WORK ITEM: Every line of the data below is to be duplicated exactly, pictures excepted.

GIVEN RECORDS Start Marker

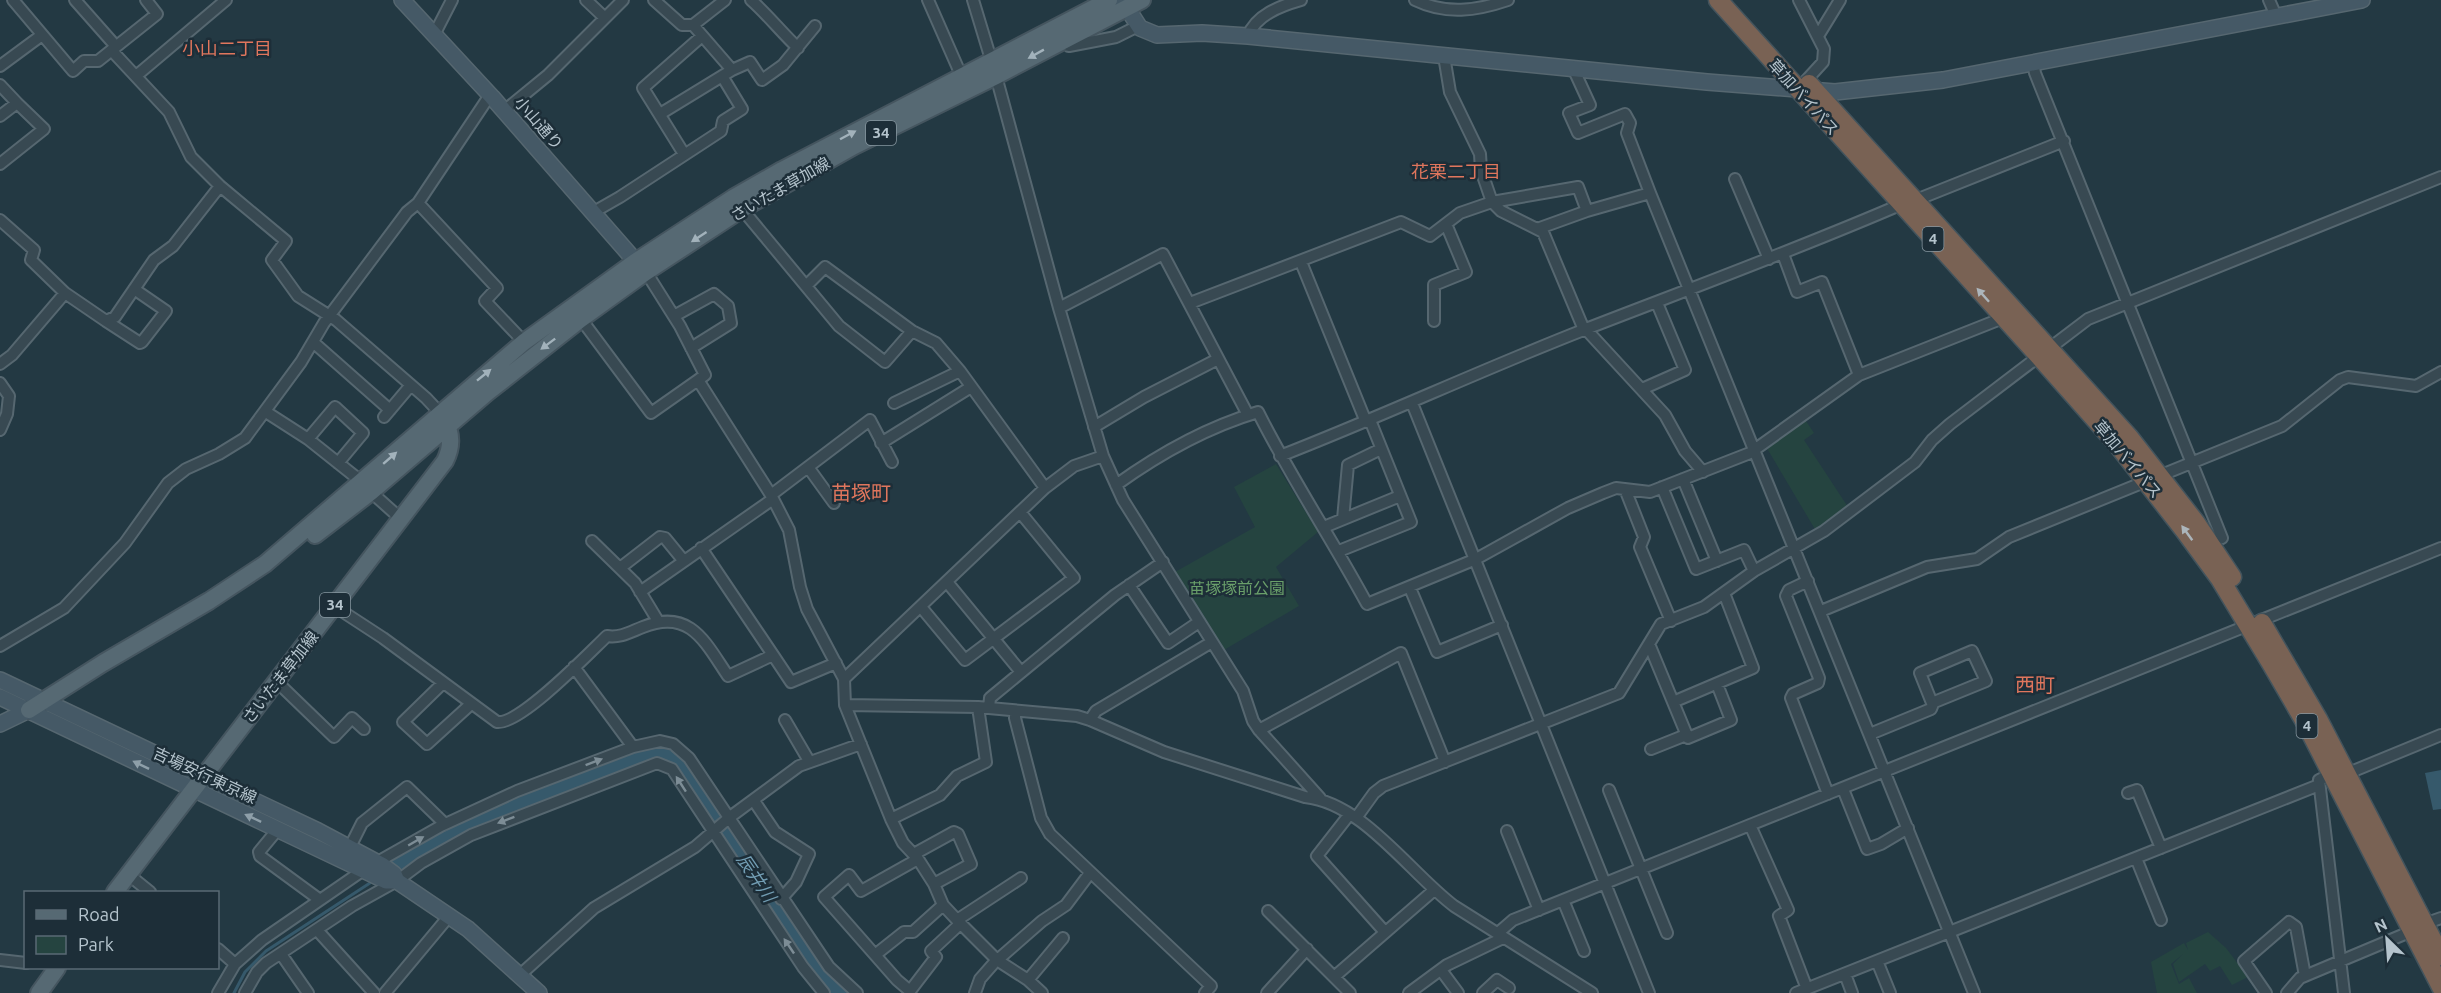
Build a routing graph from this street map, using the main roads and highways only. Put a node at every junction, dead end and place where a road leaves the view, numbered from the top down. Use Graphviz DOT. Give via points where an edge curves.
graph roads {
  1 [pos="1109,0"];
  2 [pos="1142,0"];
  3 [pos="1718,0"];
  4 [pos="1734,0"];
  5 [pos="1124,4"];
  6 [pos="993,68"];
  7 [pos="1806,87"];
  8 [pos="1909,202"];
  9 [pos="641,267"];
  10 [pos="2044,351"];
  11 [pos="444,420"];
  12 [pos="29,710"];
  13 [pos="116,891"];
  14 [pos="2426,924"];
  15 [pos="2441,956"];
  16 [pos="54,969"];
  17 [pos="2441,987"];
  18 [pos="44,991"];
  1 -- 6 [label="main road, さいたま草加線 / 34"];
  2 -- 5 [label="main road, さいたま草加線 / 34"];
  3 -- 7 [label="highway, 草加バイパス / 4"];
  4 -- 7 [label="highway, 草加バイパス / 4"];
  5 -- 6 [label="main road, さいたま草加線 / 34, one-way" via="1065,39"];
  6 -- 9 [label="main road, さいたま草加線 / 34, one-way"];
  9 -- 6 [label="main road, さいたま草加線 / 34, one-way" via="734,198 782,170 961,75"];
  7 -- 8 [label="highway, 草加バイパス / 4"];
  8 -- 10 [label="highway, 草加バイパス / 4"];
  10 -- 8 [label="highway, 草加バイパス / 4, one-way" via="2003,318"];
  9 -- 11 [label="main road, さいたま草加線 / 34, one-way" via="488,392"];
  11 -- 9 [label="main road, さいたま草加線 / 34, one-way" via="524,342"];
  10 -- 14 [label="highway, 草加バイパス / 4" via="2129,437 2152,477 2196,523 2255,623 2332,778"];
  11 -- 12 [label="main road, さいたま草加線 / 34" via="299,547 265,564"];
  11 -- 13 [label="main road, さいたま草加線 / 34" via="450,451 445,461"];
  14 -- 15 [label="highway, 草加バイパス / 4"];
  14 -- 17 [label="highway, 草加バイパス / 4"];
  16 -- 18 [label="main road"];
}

GIVEN RECORDS End Marker

TASK ANSWER:
Build a routing graph from this street map, using the main roads and highways only. Put a node at every junction, dead end and place where a road leaves the view, numbered from the top down. Use Graphviz DOT. Give via points where an edge curves.
graph roads {
  1 [pos="1109,0"];
  2 [pos="1142,0"];
  3 [pos="1718,0"];
  4 [pos="1734,0"];
  5 [pos="1124,4"];
  6 [pos="993,68"];
  7 [pos="1806,87"];
  8 [pos="1909,202"];
  9 [pos="641,267"];
  10 [pos="2044,351"];
  11 [pos="444,420"];
  12 [pos="29,710"];
  13 [pos="116,891"];
  14 [pos="2426,924"];
  15 [pos="2441,956"];
  16 [pos="54,969"];
  17 [pos="2441,987"];
  18 [pos="44,991"];
  1 -- 6 [label="main road, さいたま草加線 / 34"];
  2 -- 5 [label="main road, さいたま草加線 / 34"];
  3 -- 7 [label="highway, 草加バイパス / 4"];
  4 -- 7 [label="highway, 草加バイパス / 4"];
  5 -- 6 [label="main road, さいたま草加線 / 34, one-way" via="1065,39"];
  6 -- 9 [label="main road, さいたま草加線 / 34, one-way"];
  9 -- 6 [label="main road, さいたま草加線 / 34, one-way" via="734,198 782,170 961,75"];
  7 -- 8 [label="highway, 草加バイパス / 4"];
  8 -- 10 [label="highway, 草加バイパス / 4"];
  10 -- 8 [label="highway, 草加バイパス / 4, one-way" via="2003,318"];
  9 -- 11 [label="main road, さいたま草加線 / 34, one-way" via="488,392"];
  11 -- 9 [label="main road, さいたま草加線 / 34, one-way" via="524,342"];
  10 -- 14 [label="highway, 草加バイパス / 4" via="2129,437 2152,477 2196,523 2255,623 2332,778"];
  11 -- 12 [label="main road, さいたま草加線 / 34" via="299,547 265,564"];
  11 -- 13 [label="main road, さいたま草加線 / 34" via="450,451 445,461"];
  14 -- 15 [label="highway, 草加バイパス / 4"];
  14 -- 17 [label="highway, 草加バイパス / 4"];
  16 -- 18 [label="main road"];
}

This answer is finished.